Cryptocurrency caught fire during the pandemic, from classic blockchain projects like Bitcoin (BTC -1.31%) and Ethereum to whimsical alternatives like Dogecoin and Shiba Inu. The market increased 15 times in value between March 2020 and November 2021, peaking at around $3 trillion.
Of course, the tide turned shortly thereafter. The collapse of the Terra blockchain precipitated the bankruptcy of several cryptocurrency lenders and exchanges, triggering a crash that erased more than $2 trillion in value. The market fell about 75% between November 2021 and December 2022, dropping to $790 billion.
But the tide has since turned once again. The cryptocurrency market more than doubled during the past year as investors rotated back into risk assets. Its market capitalization currently stands at $1.9 trillion, but Morningstar analyst Michael Miller believes that figure could grow 240% to reach $6.4 trillion by 2032. Forecasts should always be treated with skepticism, but that estimate seems plausible.
Despite creating substantial wealth in the past, the cryptocurrency market remains quite small compared to the global stock market ($109 trillion) and the global fixed-income market ($135 trillion). Read on to learn why the iShares Bitcoin ETF Trust (IBIT 0.17%) is a worthwhile long-term investment for risk-tolerant investors.

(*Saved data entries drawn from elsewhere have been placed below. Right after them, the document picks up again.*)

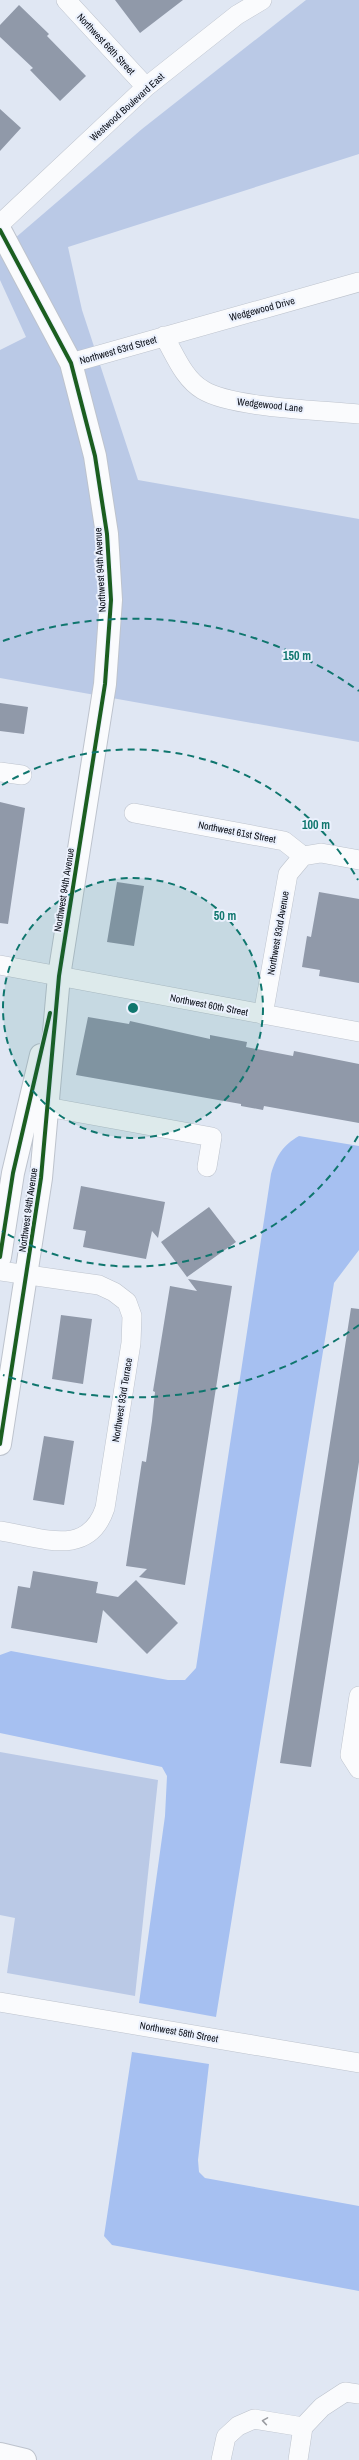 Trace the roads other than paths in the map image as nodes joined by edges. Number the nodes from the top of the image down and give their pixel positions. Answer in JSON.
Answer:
{"nodes":[{"id":1,"x":66,"y":0,"type":"edge"},
{"id":2,"x":262,"y":0,"type":"edge"},
{"id":3,"x":146,"y":87,"type":"junction"},
{"id":4,"x":0,"y":224,"type":"edge"},
{"id":5,"x":0,"y":230,"type":"edge"},
{"id":6,"x":359,"y":282,"type":"edge"},
{"id":7,"x":164,"y":336,"type":"junction"},
{"id":8,"x":71,"y":363,"type":"junction"},
{"id":9,"x":359,"y":414,"type":"edge"},
{"id":10,"x":0,"y":772,"type":"edge"},
{"id":11,"x":22,"y":775,"type":"dead end"},
{"id":12,"x":134,"y":813,"type":"dead end"},
{"id":13,"x":303,"y":856,"type":"junction"},
{"id":14,"x":359,"y":860,"type":"edge"},
{"id":15,"x":0,"y":966,"type":"edge"},
{"id":16,"x":59,"y":976,"type":"junction"},
{"id":17,"x":263,"y":1015,"type":"junction"},
{"id":18,"x":359,"y":1032,"type":"edge"},
{"id":19,"x":47,"y":1107,"type":"junction"},
{"id":20,"x":207,"y":1167,"type":"dead end"},
{"id":21,"x":0,"y":1257,"type":"edge"},
{"id":22,"x":0,"y":1271,"type":"edge"},
{"id":23,"x":26,"y":1275,"type":"junction"},
{"id":24,"x":0,"y":1444,"type":"edge"},
{"id":25,"x":0,"y":1531,"type":"edge"},
{"id":26,"x":359,"y":1696,"type":"edge"},
{"id":27,"x":358,"y":1768,"type":"edge"},
{"id":28,"x":0,"y":2002,"type":"edge"},
{"id":29,"x":359,"y":2063,"type":"edge"},
{"id":30,"x":359,"y":2394,"type":"edge"},
{"id":31,"x":304,"y":2427,"type":"junction"},
{"id":32,"x":222,"y":2460,"type":"edge"},
{"id":33,"x":298,"y":2460,"type":"edge"}],
"edges":[{"from":1,"to":3,"type":"street","name":"Northwest 66th Street"},
{"from":2,"to":3,"type":"street","name":"Westwood Boulevard East"},
{"from":3,"to":4,"type":"street","name":"Westwood Boulevard East"},
{"from":5,"to":8,"type":"street","name":"Northwest 94th Avenue"},
{"from":6,"to":7,"type":"street","name":"Wedgewood Drive"},
{"from":7,"to":8,"type":"street","name":"Northwest 63rd Street"},
{"from":7,"to":9,"type":"street","name":"Wedgewood Lane"},
{"from":8,"to":16,"type":"street","name":"Northwest 94th Avenue"},
{"from":10,"to":11,"type":"street"},
{"from":12,"to":13,"type":"street","name":"Northwest 61st Street"},
{"from":13,"to":14,"type":"street"},
{"from":13,"to":17,"type":"street","name":"Northwest 93rd Avenue"},
{"from":15,"to":16,"type":"street","name":"Northwest 60th Street"},
{"from":16,"to":17,"type":"street","name":"Northwest 60th Street"},
{"from":16,"to":19,"type":"street","name":"Northwest 94th Avenue"},
{"from":16,"to":21,"type":"street","name":"Northwest 94th Avenue"},
{"from":17,"to":18,"type":"street","name":"Northwest 60th Street"},
{"from":19,"to":20,"type":"street"},
{"from":19,"to":23,"type":"street","name":"Northwest 94th Avenue"},
{"from":22,"to":23,"type":"street","name":"Northwest 93rd Terrace"},
{"from":23,"to":24,"type":"street","name":"Northwest 94th Avenue"},
{"from":23,"to":25,"type":"street","name":"Northwest 93rd Terrace"},
{"from":26,"to":27,"type":"street"},
{"from":28,"to":29,"type":"street","name":"Northwest 58th Street"},
{"from":30,"to":31,"type":"street"},
{"from":31,"to":32,"type":"street","one_way":true},
{"from":31,"to":33,"type":"street"}]}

Bitcoin is the cornerstone of the cryptocurrency market
Morningstar believes the cryptocurrency market could be worth $6.4 trillion by 2032. That estimate portends substantial upside in Bitcoin.
Specifically, Bitcoin accounts for 52% of the cryptocurrency market today, and it has been rangebound between 40% and 60% over the last three years. Assuming that pattern holds, a cryptocurrency market worth $6.4 trillion implies a Bitcoin valuation between $2.6 trillion and $3.8 trillion. For context, Bitcoin is currently worth $1 trillion. So the implied upside ranges from 160% to 280% by 2032. Investors can capitalize on that potential price appreciation by purchasing a spot Bitcoin ETF.
The Securities and Exchange Commission (SEC) approved 11 spot Bitcoin ETFs earlier this year. Those first-of-their-kind products purchase Bitcoin directly, and therefore track its price precisely. That differs from previously approved Bitcoin futures ETFs, which invest in futures contracts. Those products track the price of Bitcoin much less precisely. For instance, Bitcoin gained 115% over the last 12 months, but the ProShares Bitcoin Strategy ETF gained just 60%.
Additionally, spot Bitcoin ETFs greatly reduce friction by eliminating the hassle of specialized exchanges and blockchain wallets. That value proposition could bring more retail and institutional investors to the market, driving Bitcoin’s price higher. Indeed, MicroStrategy CEO Michael Saylor believes Bitcoin could reach $500,000 in the next decade, implying 900% upside from its current price of $50,000.
BlackRock’s iShares Bitcoin Trust
Every spot Bitcoin ETF should do the same thing: purchase Bitcoin for the fund, divide the fund into shares, and sell those shares on the stock market. That means fees are the most important variable. Listed below are 11 spot Bitcoin ETFs (and their expense ratios) that have been approved by the SEC.
- Bitwise Bitcoin ETF Trust: 0.20%
- Ark 21Shares Bitcoin ETF: 0.21%
- Fidelity Wise Origin Bitcoin Fund: 0.25%
- iShares Bitcoin Trust: 0.25%
- Valkyrie Bitcoin Fund: 0.25%
- VanEck Bitcoin Trust: 0.25%
- Franklin Templeton Digital Trust: 0.29%
- WisdomTree Bitcoin Trust: 0.3%
- Invesco Galaxy Bitcoin ETF: 0.39%
- Hashdex Bitcoin ETF: 0.94%
- Grayscale Bitcoin Trust: 1.5%
I would eliminate most of those spot ETFs based on high fees, especially the Grayscale Bitcoin Trust. There is simply no reason to pay 1.5% — meaning the annual fee on a $10,000 portfolio would total $150 — when identical products can be purchased for less. Most of them have paused their fees for a limited time in order to generate more investor interest in the early going, but these discounts will go away over time.
Next, I would consider the issuer. BlackRock‘s iShares Bitcoin Trust stands out because BlackRock is the largest asset manager in the world. To be clear, the issuer matters far less than the fees, but larger issuers like BlackRock may be less prone to liquidity problems created by insufficient demand.
For instance, the iShares Bitcoin Trust currently trades at a modest premium to its net asset value, meaning investors are valuing the fund at a slight premium to Bitcoin itself. However, the Grayscale Bitcoin Trust trades at a discount to its net asset value.
I’ll end with a word of caution. Bitcoin has historically been very volatile, and that is unlikely to change. Investors should be comfortable with the idea that the iShares Bitcoin Trust could lose 50% (or more) of its value from time to time in the future.